◆ GIVEN INFORMATION ◆

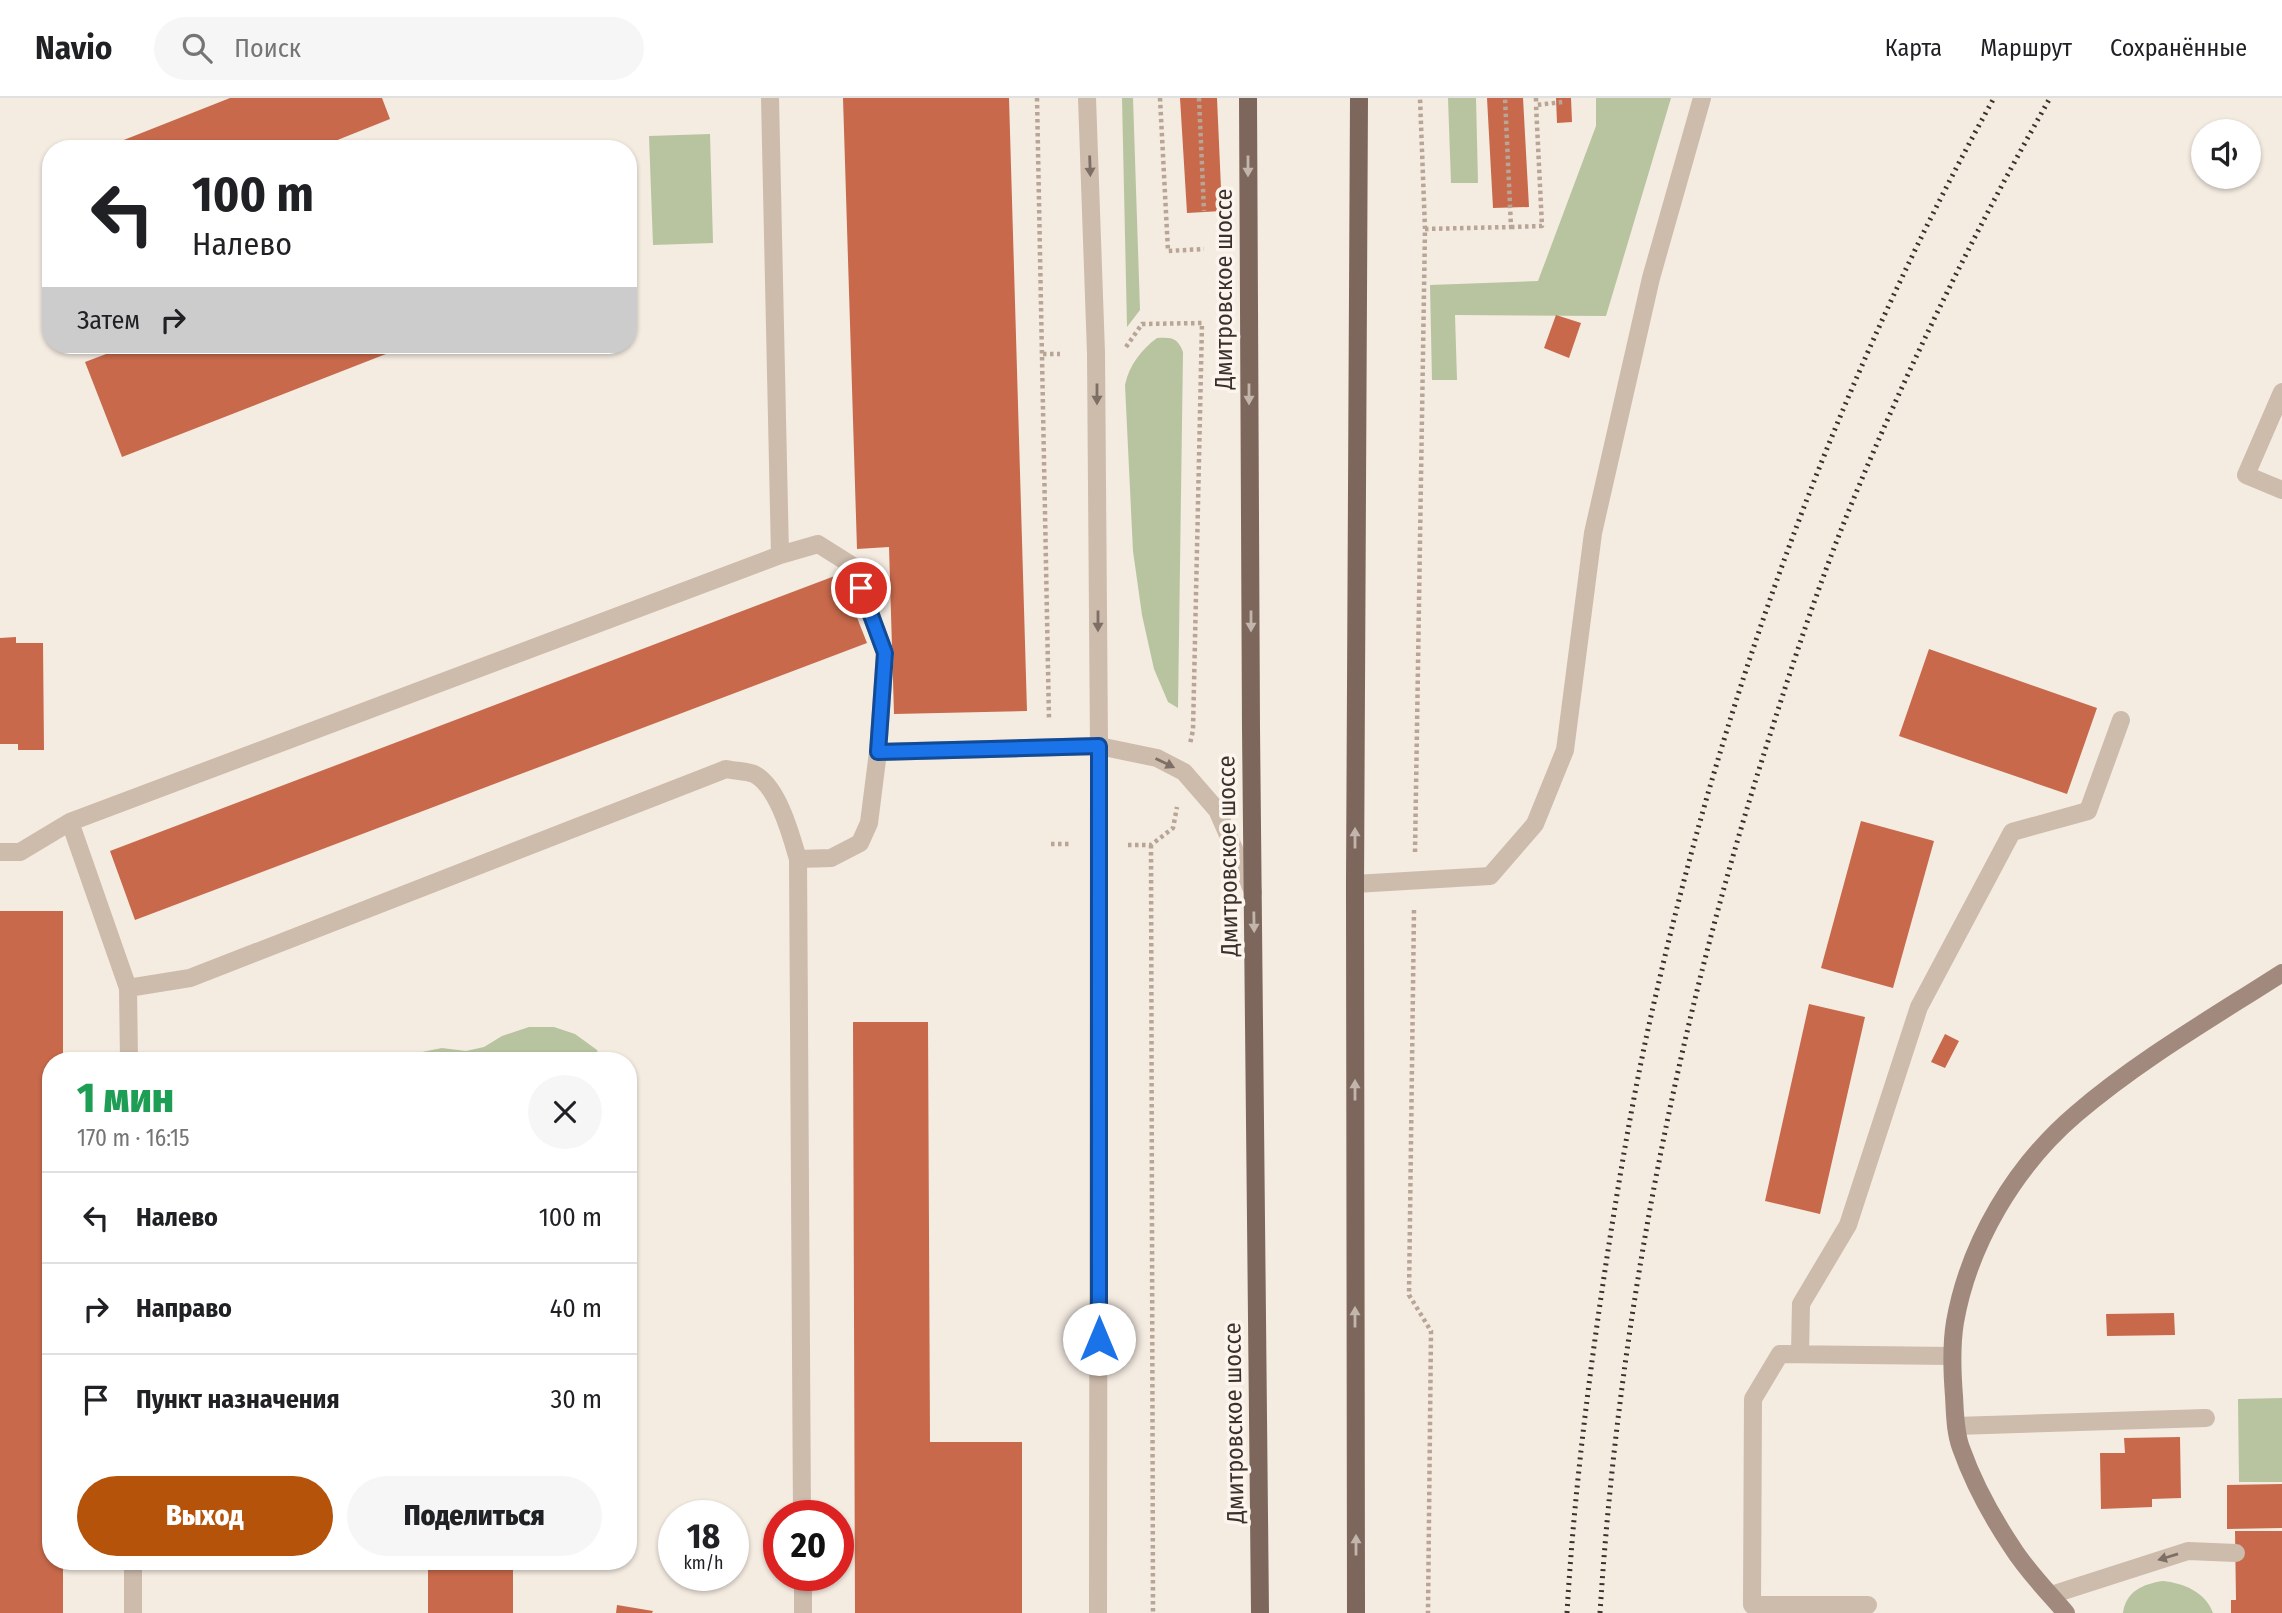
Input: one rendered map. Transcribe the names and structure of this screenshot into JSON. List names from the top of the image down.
{
  "streets": {
    "main road": ["Дмитровское шоссе"]
  },
  "page": {
    "header": "Navio",
    "search": "Поиск",
    "nav": ["Карта", "Маршрут", "Сохранённые"],
    "turn": ["100 m", "Налево"],
    "then": "Затем",
    "heading": ["1 мин", "170 m · 16:15"],
    "list": [
      {
        "name": "Налево",
        "value": "100 m"
      },
      {
        "name": "Направо",
        "value": "40 m"
      },
      {
        "name": "Пункт назначения",
        "value": "30 m"
      }
    ],
    "buttons": ["Выход", "Поделиться"],
    "speed": "18 km/h",
    "limit": "20"
  }
}
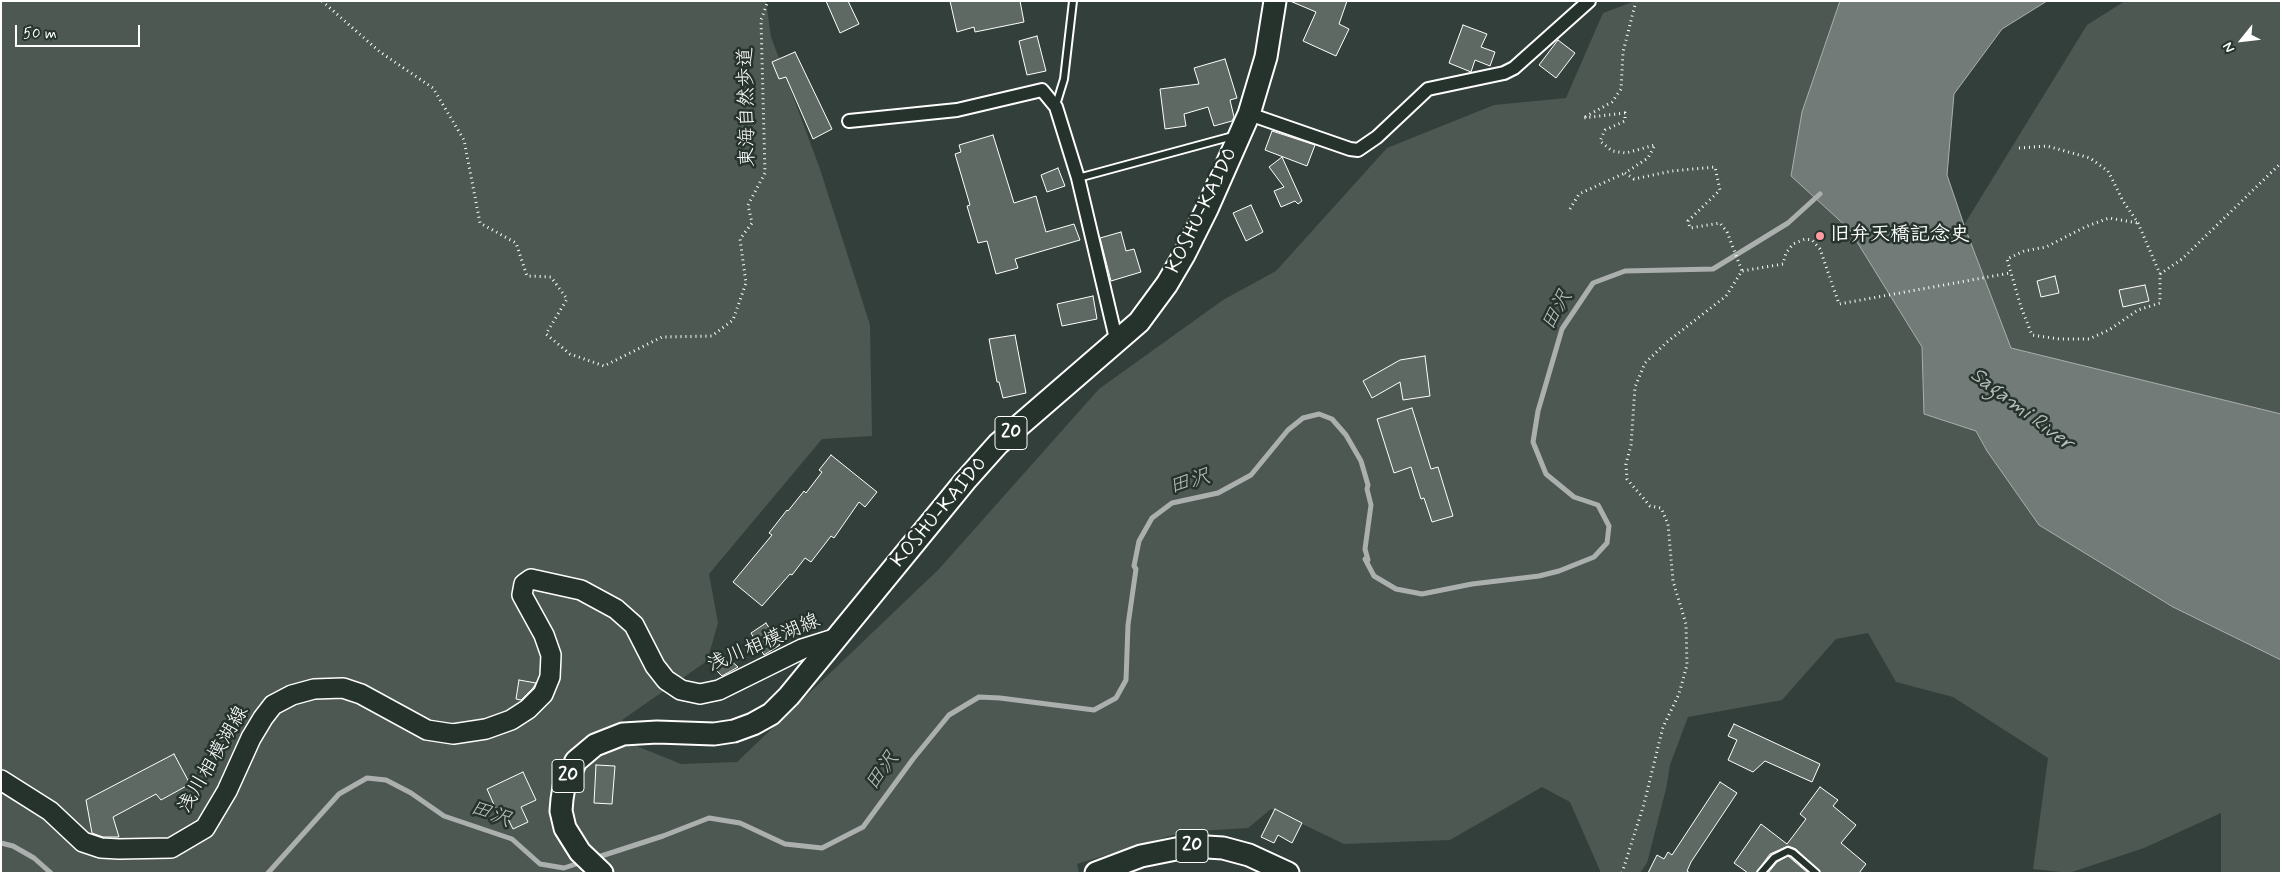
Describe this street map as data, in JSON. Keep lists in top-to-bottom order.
{
  "streets": {
    "highway": ["KOSHU-KAIDO", "20"],
    "main road": ["浅川相模湖線"],
    "path": ["東海自然歩道"]
  },
  "crossings": [
    ["KOSHU-KAIDO", "浅川相模湖線"]
  ],
  "water": ["田沢", "Sagami River"],
  "places": ["旧弁天橋記念史"],
  "scale_bar": "50 m",
  "north": "bottom left"
}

◆ EXERCISE OBJECTIVE ◆
Without the pictures, write out the whole listing above exactly as it appears.

◆ EXERCISE SOLUTION ◆
Input: one rendered map. Transcribe the names and structure of this screenshot into JSON. List names from the top of the image down.
{
  "streets": {
    "main road": ["Дмитровское шоссе"]
  },
  "page": {
    "header": "Navio",
    "search": "Поиск",
    "nav": ["Карта", "Маршрут", "Сохранённые"],
    "turn": ["100 m", "Налево"],
    "then": "Затем",
    "heading": ["1 мин", "170 m · 16:15"],
    "list": [
      {
        "name": "Налево",
        "value": "100 m"
      },
      {
        "name": "Направо",
        "value": "40 m"
      },
      {
        "name": "Пункт назначения",
        "value": "30 m"
      }
    ],
    "buttons": ["Выход", "Поделиться"],
    "speed": "18 km/h",
    "limit": "20"
  }
}
Describe this street map as data, in JSON. Keep lists in top-to-bottom order.
{
  "streets": {
    "highway": ["KOSHU-KAIDO", "20"],
    "main road": ["浅川相模湖線"],
    "path": ["東海自然歩道"]
  },
  "crossings": [
    ["KOSHU-KAIDO", "浅川相模湖線"]
  ],
  "water": ["田沢", "Sagami River"],
  "places": ["旧弁天橋記念史"],
  "scale_bar": "50 m",
  "north": "bottom left"
}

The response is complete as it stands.